You will need a computing account at BNL and you will have to create a register a public key. Following the advice of the USATLAS TWiki, my cmthome/requirements file at BNL is
#---------------------------------------------------------------------
set CMTSITE STANDALONE
macro PROJ_RELEASE   "latest" \
         11.3.0         "11.3.0" \
         12.0.6         "12.0.6" \
         12.0.7         "12.0.7" \
         13.0.10        "13.0.10" \
         13.0.20        "13.0.20" \
         13.0.25        "13.0.25" \
         13.0.26        "13.0.26" \
         13.0.28        "13.0.28" \
         13.0.30        "13.0.30" \
         13.1.0         "13.1.0" \
         13.2.0         "13.2.0" \
         rel_0          "rel_0" \
         rel_1          "rel_1" \
         rel_2          "rel_2" \
         rel_3          "rel_3" \
         rel_4          "rel_4" \
         rel_5          "rel_5" \
         rel_6          "rel_6"

macro PROJ_BASE_RELEASE   "$(PROJ_RELEASE)" \
         13.0.25.2      "13.0.25" \
         13.0.25.3      "13.0.25" \
         13.0.25.4      "13.0.25" \
         13.0.25.5      "13.0.25" \
         13.0.25.6      "13.0.25" \
         13.0.25.7      "13.0.25" \
         13.0.25.8      "13.0.25" \
         13.0.25.9      "13.0.25"

macro PROJ_SUBDIR    "$(PROJ_BASE_RELEASE)" \
         bugfix      "bugfix/$(PROJ_BASE_RELEASE)" \
         dev         "dev/$(PROJ_BASE_RELEASE)"

set SITEROOT /opt/usatlas/kit_rel/${PROJ_SUBDIR}
macro ATLAS_DIST_AREA ${SITEROOT}
macro ATLAS_TEST_AREA ${HOME}/testarea/${PROJ_BASE_RELEASE}
macro ATLAS_GROUP_AREA "/afs/cern.ch/atlas/groups/PAT/Tutorial/EventViewGroupArea/EVTags-13.0.30.1"
apply_tag oneTest
apply_tag setupCMT
apply_tag setup
apply_tag noCVSROOT
apply_tag 32
use AtlasLogin AtlasLogin-* $(ATLAS_DIST_AREA)
set PATHENA_GRID_SETUP_SH /afs/usatlas.bnl.gov/lcg/current/etc/profile.d/grid_env.sh
macro setup_slc3compat "" \
      gcc323  "/opt/usatlas/kit_rel/SLC3/setup_slc3compat"
setup_script $(setup_slc3compat)
#---------------------------------------------------------------------
I have added the ATLAS_GROUP_AREA line in order to use EventView.
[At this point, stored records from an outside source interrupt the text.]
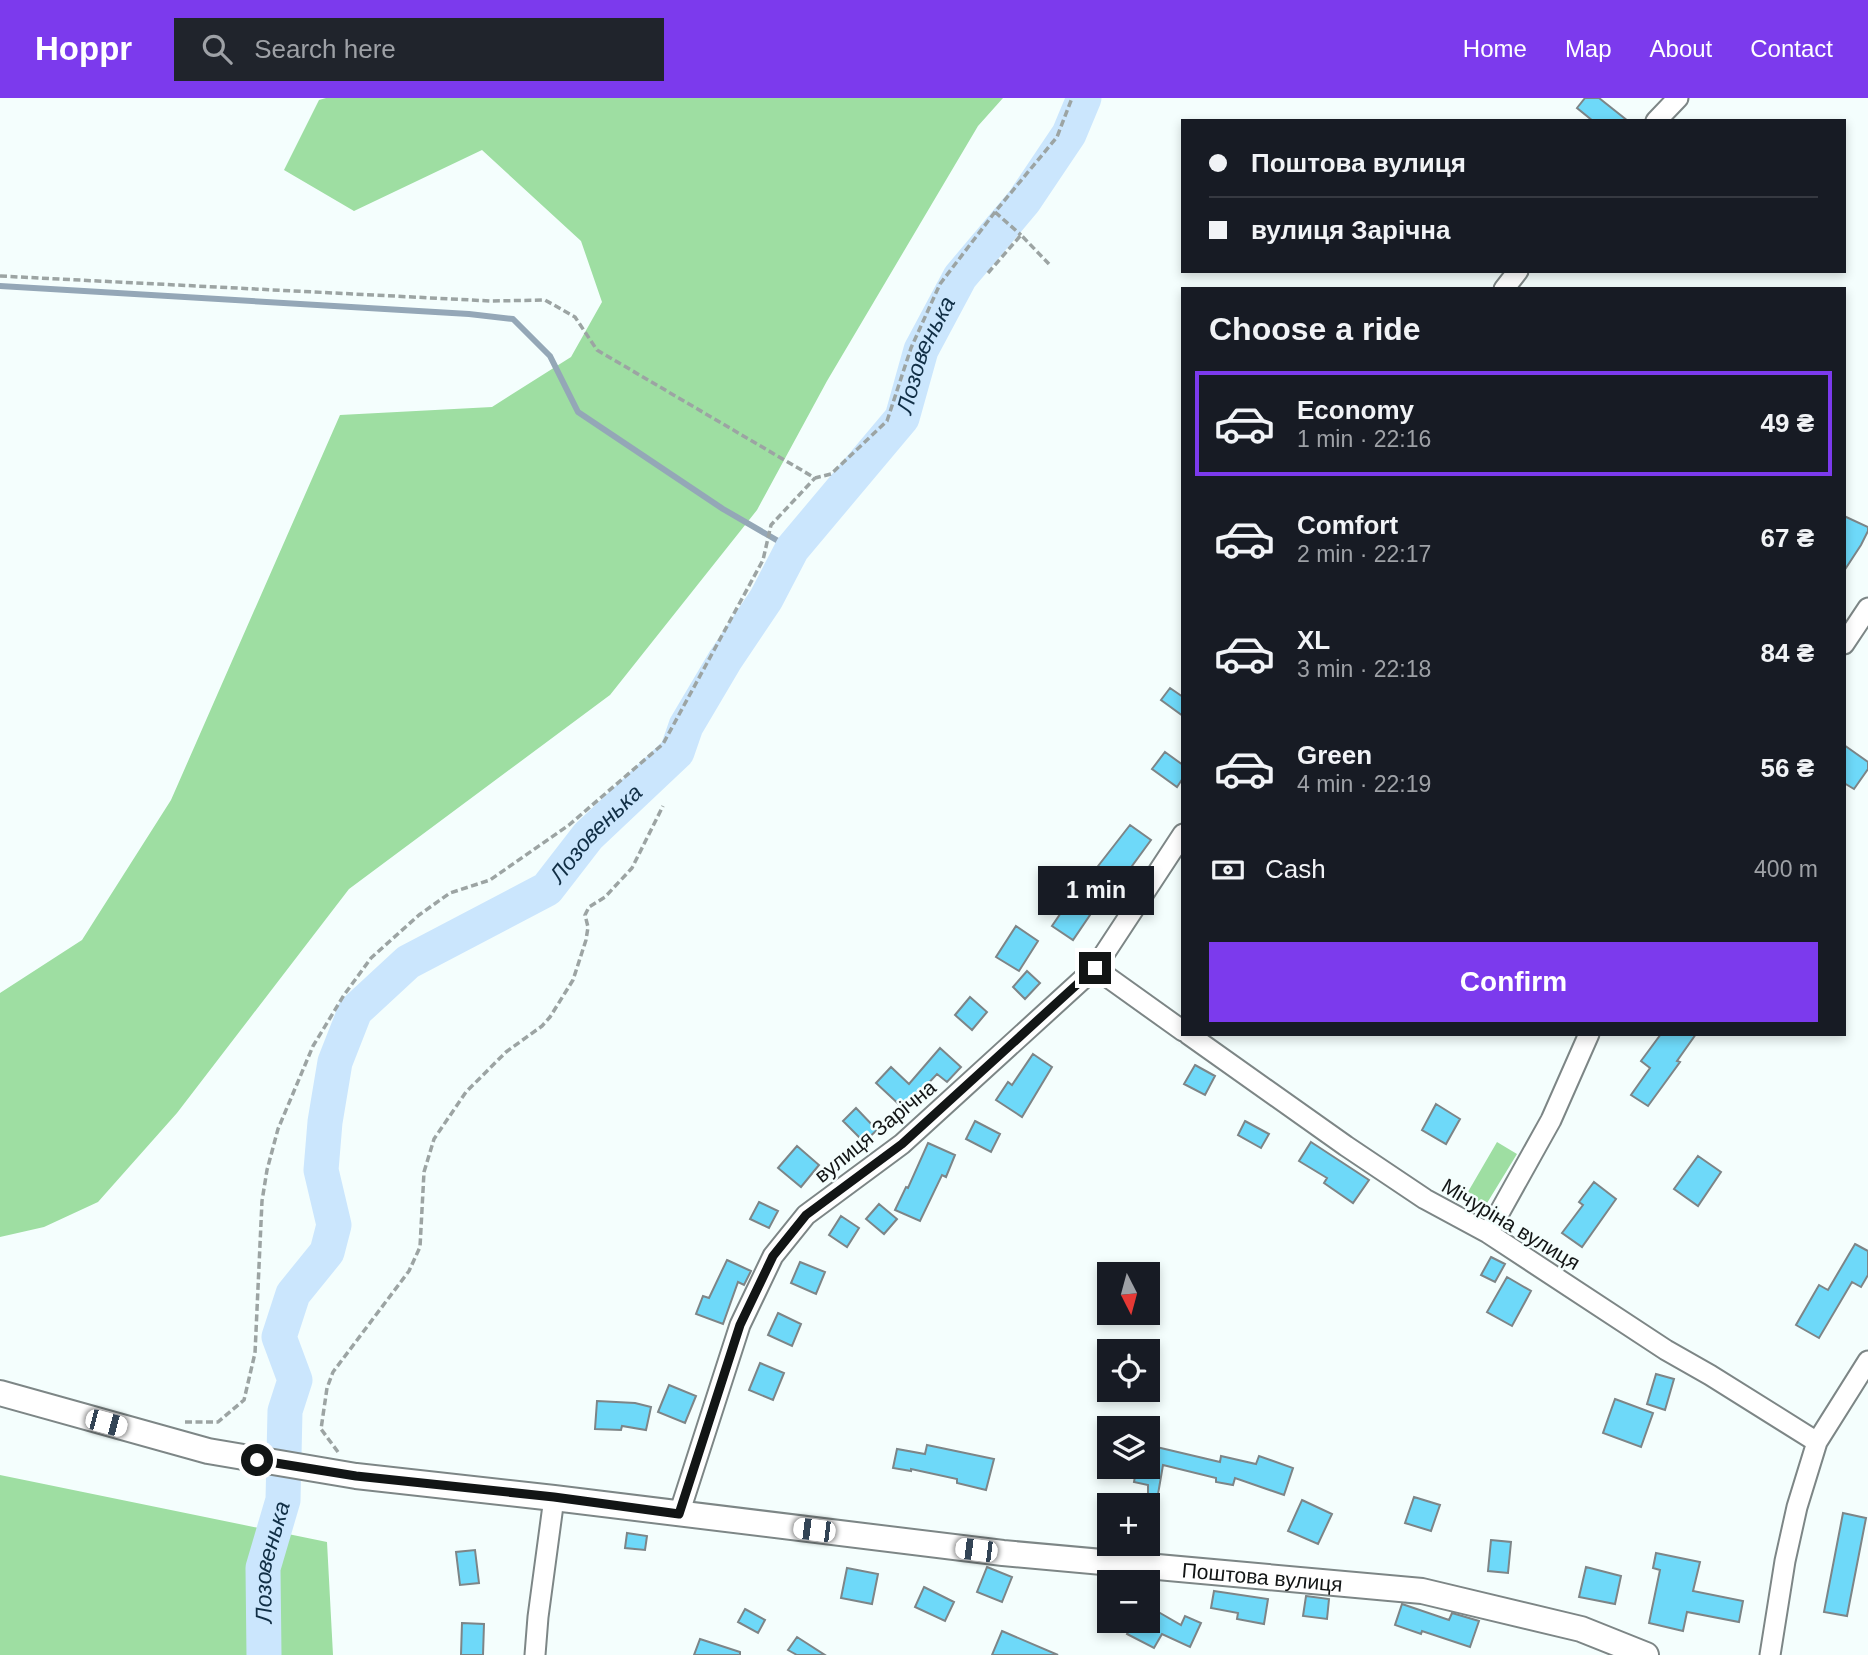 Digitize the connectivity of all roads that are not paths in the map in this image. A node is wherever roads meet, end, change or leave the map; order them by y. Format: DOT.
graph roads {
  1 [pos="1678,98"];
  2 [pos="1658,119"];
  3 [pos="1516,273"];
  4 [pos="1506,287"];
  5 [pos="1868,608"];
  6 [pos="1846,641"];
  7 [pos="1181,837"];
  8 [pos="1095,968"];
  9 [pos="1181,1030"];
  10 [pos="1191,1036"];
  11 [pos="1588,1036"];
  12 [pos="1488,1233"];
  13 [pos="1868,1361"];
  14 [pos="0,1393"];
  15 [pos="1817,1442"];
  16 [pos="554,1497"];
  17 [pos="679,1514"];
  18 [pos="535,1655"];
  19 [pos="1646,1655"];
  20 [pos="1769,1655"];
  1 -- 2 [label="street"];
  3 -- 4 [label="street"];
  5 -- 6 [label="street"];
  7 -- 8 [label="street, вулиця Зарічна"];
  8 -- 9 [label="street"];
  8 -- 17 [label="street, вулиця Зарічна"];
  10 -- 12 [label="street, Мічуріна вулиця"];
  11 -- 12 [label="street"];
  12 -- 15 [label="street, Мічуріна вулиця"];
  13 -- 15 [label="street"];
  14 -- 16 [label="street, Поштова вулиця"];
  15 -- 20 [label="street"];
  16 -- 17 [label="street, Поштова вулиця"];
  16 -- 18 [label="street"];
  17 -- 19 [label="street, Поштова вулиця"];
} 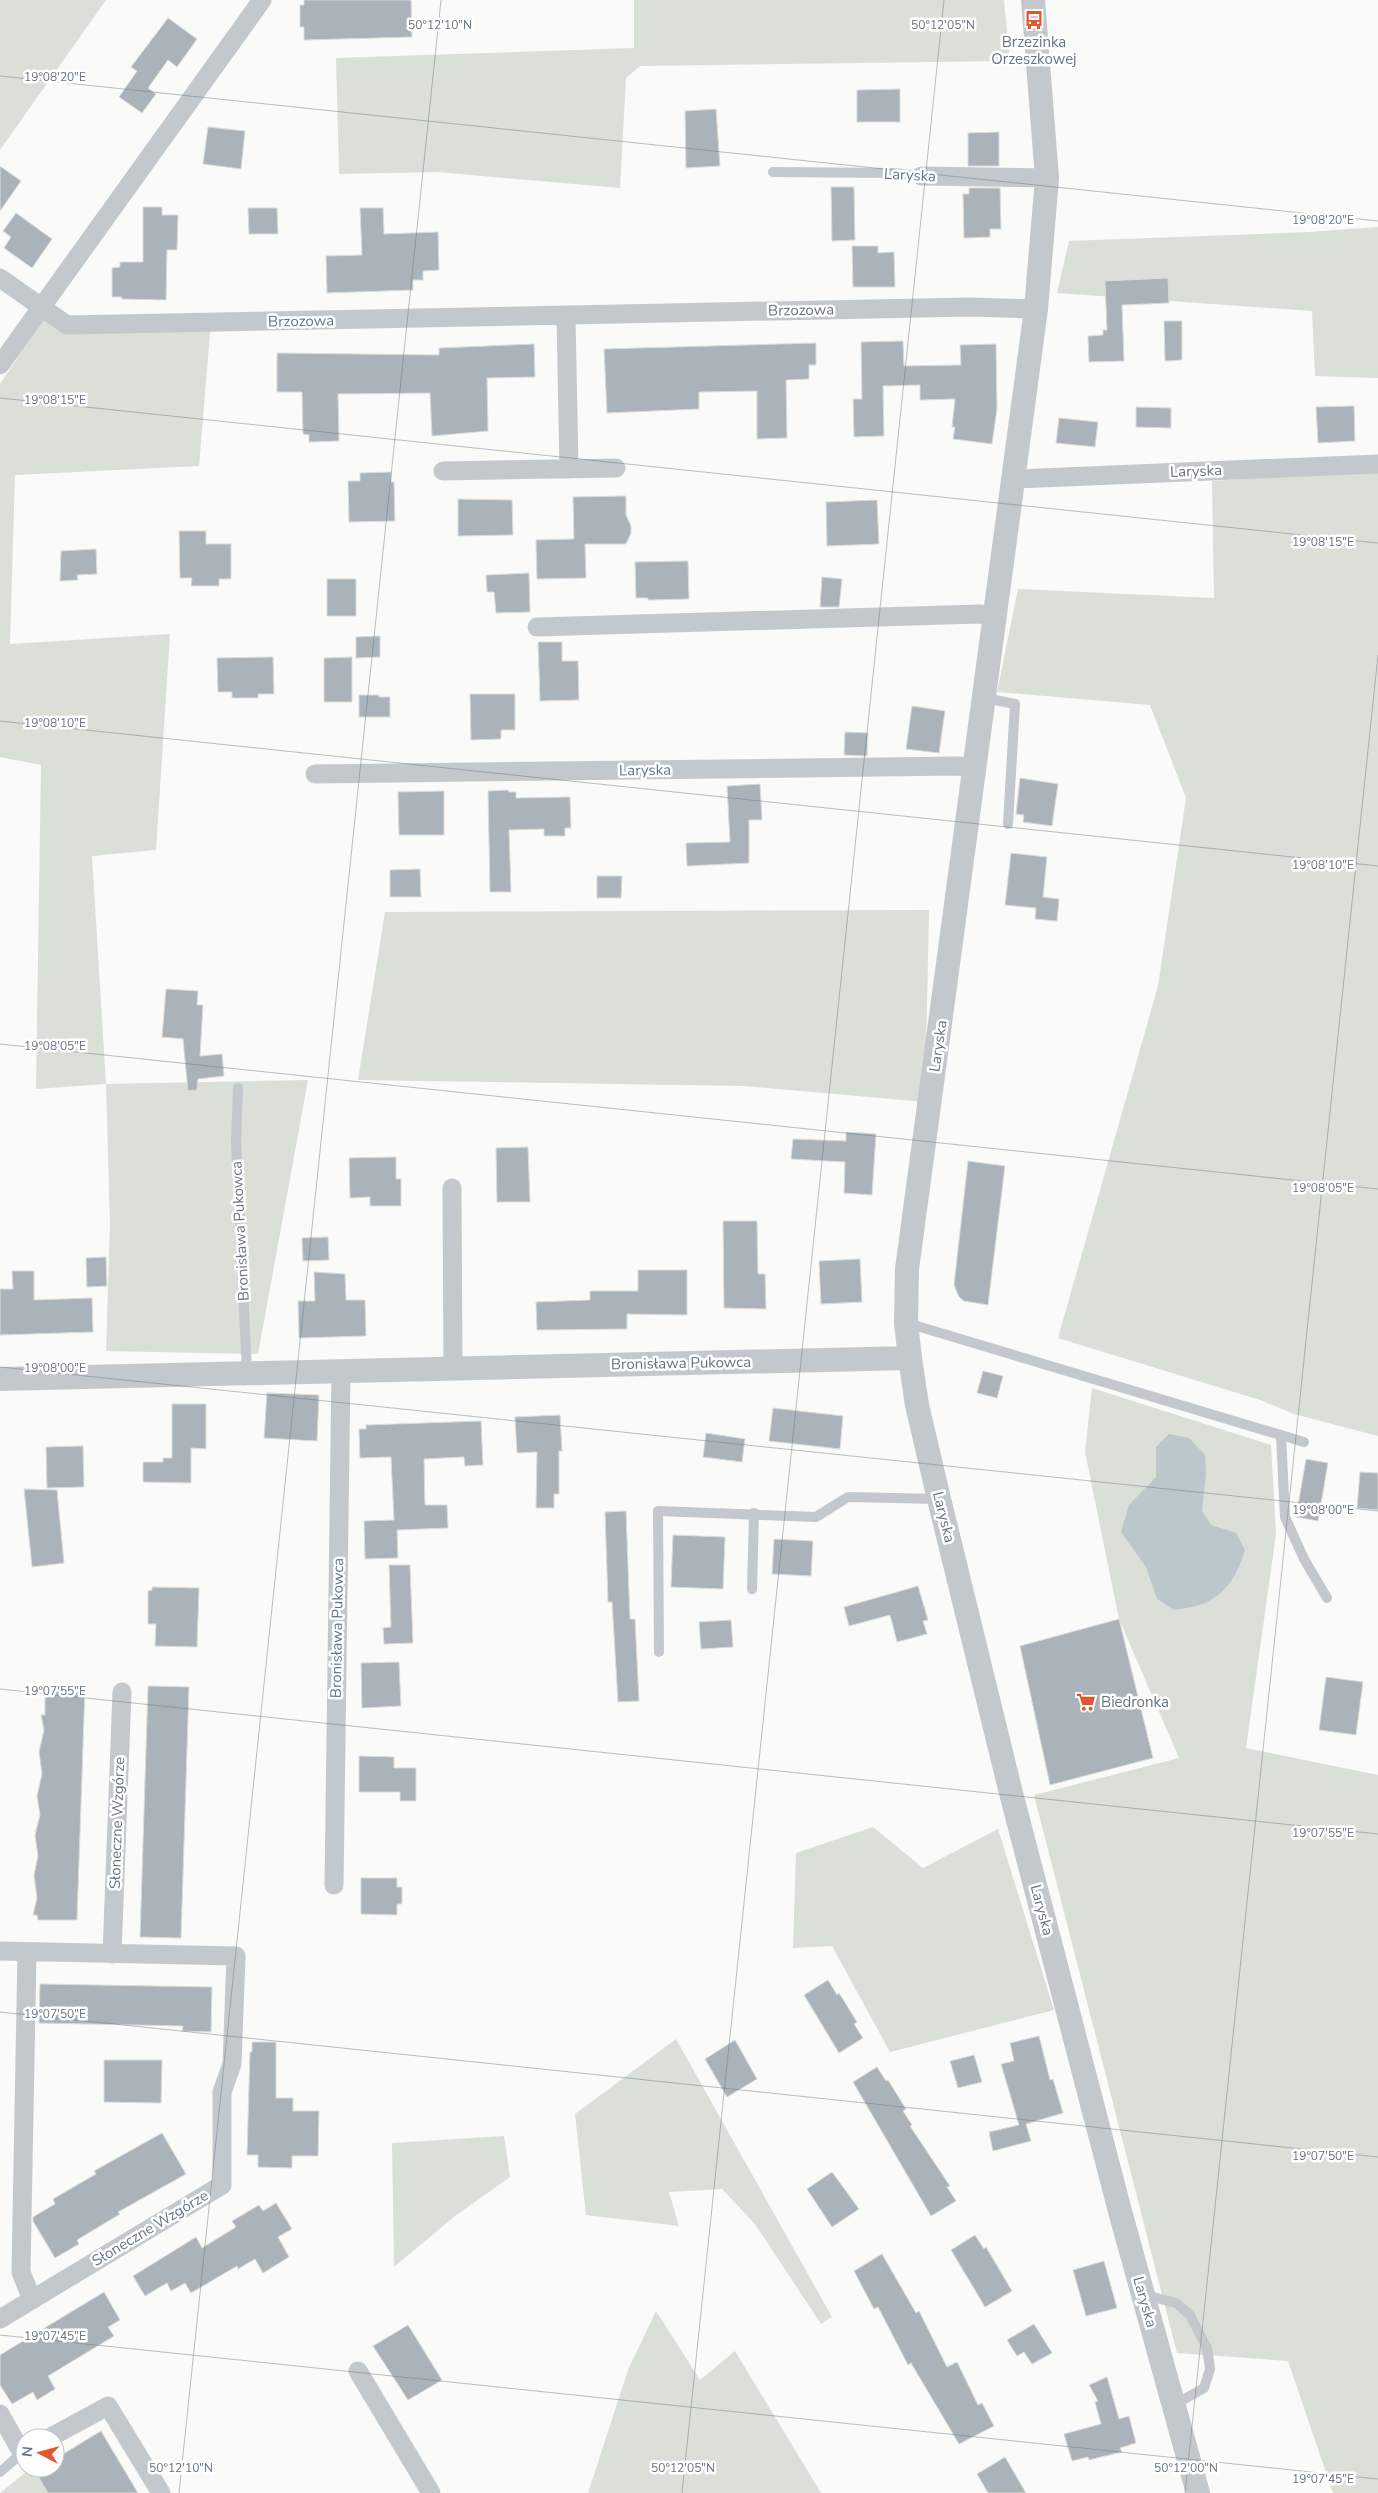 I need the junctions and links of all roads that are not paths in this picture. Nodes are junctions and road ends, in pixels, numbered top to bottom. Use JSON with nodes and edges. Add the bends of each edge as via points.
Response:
{"nodes":[{"id":1,"x":262,"y":0,"type":"edge"},
{"id":2,"x":1032,"y":0,"type":"edge"},
{"id":3,"x":773,"y":172,"type":"dead end"},
{"id":4,"x":921,"y":176,"type":"joint"},
{"id":5,"x":1047,"y":178,"type":"junction"},
{"id":6,"x":0,"y":278,"type":"edge"},
{"id":7,"x":41,"y":308,"type":"junction"},
{"id":8,"x":1036,"y":309,"type":"junction"},
{"id":9,"x":566,"y":316,"type":"junction"},
{"id":10,"x":0,"y":365,"type":"edge"},
{"id":11,"x":1378,"y":464,"type":"edge"},
{"id":12,"x":616,"y":468,"type":"dead end"},
{"id":13,"x":569,"y":469,"type":"junction"},
{"id":14,"x":443,"y":471,"type":"dead end"},
{"id":15,"x":1014,"y":479,"type":"junction"},
{"id":16,"x":996,"y":616,"type":"junction"},
{"id":17,"x":537,"y":626,"type":"dead end"},
{"id":18,"x":985,"y":698,"type":"junction"},
{"id":19,"x":975,"y":768,"type":"junction"},
{"id":20,"x":315,"y":774,"type":"dead end"},
{"id":21,"x":1008,"y":824,"type":"dead end"},
{"id":22,"x":238,"y":1088,"type":"dead end"},
{"id":23,"x":452,"y":1188,"type":"dead end"},
{"id":24,"x":906,"y":1323,"type":"junction"},
{"id":25,"x":910,"y":1358,"type":"junction"},
{"id":26,"x":453,"y":1368,"type":"junction"},
{"id":27,"x":341,"y":1371,"type":"junction"},
{"id":28,"x":247,"y":1373,"type":"junction"},
{"id":29,"x":0,"y":1379,"type":"edge"},
{"id":30,"x":1281,"y":1435,"type":"junction"},
{"id":31,"x":1304,"y":1442,"type":"dead end"},
{"id":32,"x":939,"y":1500,"type":"junction"},
{"id":33,"x":754,"y":1513,"type":"junction"},
{"id":34,"x":752,"y":1589,"type":"dead end"},
{"id":35,"x":1327,"y":1598,"type":"dead end"},
{"id":36,"x":658,"y":1652,"type":"dead end"},
{"id":37,"x":122,"y":1692,"type":"dead end"},
{"id":38,"x":334,"y":1884,"type":"dead end"},
{"id":39,"x":0,"y":1951,"type":"edge"},
{"id":40,"x":27,"y":1952,"type":"junction"},
{"id":41,"x":112,"y":1954,"type":"junction"},
{"id":42,"x":1143,"y":2295,"type":"junction"},
{"id":43,"x":32,"y":2300,"type":"junction"},
{"id":44,"x":0,"y":2319,"type":"edge"},
{"id":45,"x":358,"y":2371,"type":"dead end"},
{"id":46,"x":1174,"y":2405,"type":"junction"},
{"id":47,"x":0,"y":2414,"type":"edge"},
{"id":48,"x":65,"y":2429,"type":"edge"},
{"id":49,"x":15,"y":2439,"type":"edge"},
{"id":50,"x":15,"y":2459,"type":"edge"},
{"id":51,"x":0,"y":2472,"type":"edge"},
{"id":52,"x":161,"y":2493,"type":"edge"},
{"id":53,"x":431,"y":2493,"type":"edge"},
{"id":54,"x":1198,"y":2493,"type":"edge"}],
"edges":[{"from":1,"to":7,"type":"street"},
{"from":2,"to":5,"type":"street","name":"Laryska"},
{"from":3,"to":4,"type":"lane","name":"Laryska"},
{"from":4,"to":5,"type":"street","name":"Laryska"},
{"from":5,"to":8,"type":"street","name":"Laryska"},
{"from":6,"to":7,"type":"street","name":"Brzozowa"},
{"from":7,"to":9,"type":"street","name":"Brzozowa","via":[[67,326]]},
{"from":7,"to":10,"type":"street"},
{"from":8,"to":9,"type":"street","name":"Brzozowa","via":[[970,307]]},
{"from":8,"to":15,"type":"street","name":"Laryska"},
{"from":9,"to":13,"type":"street"},
{"from":11,"to":15,"type":"street","name":"Laryska"},
{"from":12,"to":13,"type":"street"},
{"from":13,"to":14,"type":"street"},
{"from":15,"to":16,"type":"street","name":"Laryska"},
{"from":16,"to":17,"type":"street"},
{"from":16,"to":18,"type":"street","name":"Laryska"},
{"from":18,"to":19,"type":"street","name":"Laryska"},
{"from":18,"to":21,"type":"lane","via":[[1014,704]]},
{"from":19,"to":20,"type":"street","name":"Laryska"},
{"from":19,"to":24,"type":"street","name":"Laryska","via":[[907,1269]]},
{"from":22,"to":28,"type":"lane","name":"Bronisława Pukowca","via":[[236,1142]]},
{"from":23,"to":26,"type":"street"},
{"from":24,"to":25,"type":"street","name":"Laryska"},
{"from":24,"to":30,"type":"lane"},
{"from":25,"to":26,"type":"street","name":"Bronisława Pukowca"},
{"from":25,"to":32,"type":"street","name":"Laryska","via":[[917,1405]]},
{"from":26,"to":27,"type":"street","name":"Bronisława Pukowca"},
{"from":27,"to":28,"type":"street","name":"Bronisława Pukowca"},
{"from":27,"to":38,"type":"street","name":"Bronisława Pukowca"},
{"from":28,"to":29,"type":"street","name":"Bronisława Pukowca"},
{"from":30,"to":31,"type":"lane"},
{"from":30,"to":35,"type":"lane","via":[[1284,1517]]},
{"from":32,"to":33,"type":"lane","via":[[848,1497],[816,1517]]},
{"from":32,"to":42,"type":"street","name":"Laryska","via":[[1011,1793]]},
{"from":33,"to":34,"type":"lane"},
{"from":33,"to":36,"type":"lane","via":[[658,1511]]},
{"from":37,"to":41,"type":"street","name":"Słoneczne Wzgórze"},
{"from":39,"to":40,"type":"street","name":"Słoneczne Wzgórze"},
{"from":40,"to":41,"type":"street","name":"Słoneczne Wzgórze"},
{"from":40,"to":43,"type":"street","via":[[21,2272]]},
{"from":41,"to":43,"type":"street","name":"Słoneczne Wzgórze","via":[[236,1956],[232,2064],[222,2092],[222,2185]]},
{"from":42,"to":46,"type":"street","name":"Laryska"},
{"from":42,"to":46,"type":"lane","via":[[1176,2303],[1190,2315],[1207,2348],[1210,2369],[1204,2388]]},
{"from":43,"to":44,"type":"street","name":"Słoneczne Wzgórze"},
{"from":45,"to":53,"type":"street"},
{"from":46,"to":54,"type":"street","name":"Laryska"},
{"from":47,"to":49,"type":"street"},
{"from":48,"to":52,"type":"street","via":[[108,2406]]},
{"from":50,"to":51,"type":"lane"}]}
In general, refer to the Computing Workbook for learning how to setup and run athena.

I find it convenient when setting up athena and running jobs, to define the following functions in my .bashrc file:

function setup {
    source ${HOME}/cmthome/setup.sh -tag=$*
    shift
}
function run {
    nohup athena.py $* &> $1.log &
    tail -f $1.log
}
Using the above to set up athena, all I have to do is run setup follow by the comma separated tags, e.g.
>> setup 13.0.30,groupArea

And to run an athena job, all I do is

>> run example_jobOptions.py
This creates a log file of the athena ouput, example_jobOptions.py.log and prints it to the screen real time using tail -f.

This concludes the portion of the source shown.